Task: Your output should be the lines of the entries below, exactly, from the first one through the line that holds "ring pip: (883, 733)".

= Beginning of Section =

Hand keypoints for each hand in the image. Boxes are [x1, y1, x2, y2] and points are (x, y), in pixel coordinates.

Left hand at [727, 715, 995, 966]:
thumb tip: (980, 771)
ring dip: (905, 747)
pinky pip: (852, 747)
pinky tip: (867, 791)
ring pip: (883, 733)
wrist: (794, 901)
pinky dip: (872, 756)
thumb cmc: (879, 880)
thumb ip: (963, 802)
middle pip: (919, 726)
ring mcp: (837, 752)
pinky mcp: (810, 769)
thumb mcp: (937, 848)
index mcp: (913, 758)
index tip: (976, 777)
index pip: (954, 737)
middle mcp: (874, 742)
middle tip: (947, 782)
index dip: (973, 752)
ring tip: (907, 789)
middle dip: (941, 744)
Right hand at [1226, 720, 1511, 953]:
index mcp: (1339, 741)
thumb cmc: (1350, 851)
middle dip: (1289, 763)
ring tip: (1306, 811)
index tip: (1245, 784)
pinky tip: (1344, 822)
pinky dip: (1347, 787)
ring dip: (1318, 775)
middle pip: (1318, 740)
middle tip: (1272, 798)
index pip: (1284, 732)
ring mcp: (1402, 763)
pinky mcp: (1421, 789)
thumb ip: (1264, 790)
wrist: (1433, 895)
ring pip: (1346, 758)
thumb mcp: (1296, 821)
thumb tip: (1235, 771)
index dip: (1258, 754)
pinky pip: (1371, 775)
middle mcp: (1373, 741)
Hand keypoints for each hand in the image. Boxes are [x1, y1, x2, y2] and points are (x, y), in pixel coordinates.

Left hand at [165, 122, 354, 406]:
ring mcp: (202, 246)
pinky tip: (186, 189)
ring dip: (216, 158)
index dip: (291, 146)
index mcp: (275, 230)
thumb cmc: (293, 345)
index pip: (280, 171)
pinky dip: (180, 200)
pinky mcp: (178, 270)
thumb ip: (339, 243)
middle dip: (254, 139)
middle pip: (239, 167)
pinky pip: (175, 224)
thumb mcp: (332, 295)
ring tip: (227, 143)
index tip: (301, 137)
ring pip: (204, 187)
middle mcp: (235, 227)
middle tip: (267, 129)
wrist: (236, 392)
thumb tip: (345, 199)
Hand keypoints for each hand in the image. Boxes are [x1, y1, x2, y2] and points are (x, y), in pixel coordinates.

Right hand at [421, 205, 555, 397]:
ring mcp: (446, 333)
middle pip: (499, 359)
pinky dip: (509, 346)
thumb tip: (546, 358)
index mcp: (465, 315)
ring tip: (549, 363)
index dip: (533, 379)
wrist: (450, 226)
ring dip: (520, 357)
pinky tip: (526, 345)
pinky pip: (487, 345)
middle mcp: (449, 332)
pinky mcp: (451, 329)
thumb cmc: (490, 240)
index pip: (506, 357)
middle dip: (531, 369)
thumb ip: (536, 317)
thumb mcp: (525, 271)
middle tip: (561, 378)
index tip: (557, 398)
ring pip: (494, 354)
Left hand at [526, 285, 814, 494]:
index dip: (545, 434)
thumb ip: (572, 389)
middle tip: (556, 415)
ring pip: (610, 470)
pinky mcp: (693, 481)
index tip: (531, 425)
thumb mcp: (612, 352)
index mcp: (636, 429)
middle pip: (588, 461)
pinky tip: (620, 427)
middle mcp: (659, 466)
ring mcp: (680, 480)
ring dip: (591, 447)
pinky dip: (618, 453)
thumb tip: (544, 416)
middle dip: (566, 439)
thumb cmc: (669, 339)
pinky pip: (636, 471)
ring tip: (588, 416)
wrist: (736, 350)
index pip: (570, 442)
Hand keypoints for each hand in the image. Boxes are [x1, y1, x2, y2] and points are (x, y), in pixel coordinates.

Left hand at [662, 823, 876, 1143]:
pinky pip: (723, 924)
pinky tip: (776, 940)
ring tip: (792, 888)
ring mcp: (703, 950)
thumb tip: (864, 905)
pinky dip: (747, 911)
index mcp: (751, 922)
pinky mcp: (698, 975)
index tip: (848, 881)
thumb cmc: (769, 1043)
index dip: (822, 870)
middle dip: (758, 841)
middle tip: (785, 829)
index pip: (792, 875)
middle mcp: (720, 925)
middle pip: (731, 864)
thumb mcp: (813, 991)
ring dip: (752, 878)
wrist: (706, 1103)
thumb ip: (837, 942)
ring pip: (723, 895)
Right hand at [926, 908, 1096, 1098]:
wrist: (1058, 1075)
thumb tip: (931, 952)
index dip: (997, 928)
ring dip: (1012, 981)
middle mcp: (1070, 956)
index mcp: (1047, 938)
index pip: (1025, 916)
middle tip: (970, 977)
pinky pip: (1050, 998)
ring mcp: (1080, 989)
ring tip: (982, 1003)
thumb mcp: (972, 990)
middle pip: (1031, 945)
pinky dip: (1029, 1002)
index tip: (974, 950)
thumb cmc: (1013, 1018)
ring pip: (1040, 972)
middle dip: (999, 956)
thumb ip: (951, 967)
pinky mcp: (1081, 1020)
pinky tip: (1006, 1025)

= End of Section =

Reply:
Hand keypoints for each hand in the image. Boxes are [x1, y1, x2, y2] and points are (x, y), in pixel coordinates.

Left hand at [727, 715, 995, 966]:
thumb tip: (980, 771)
ring dip: (905, 747)
pinky pip: (852, 747)
pinky tip: (867, 791)
ring pip: (883, 733)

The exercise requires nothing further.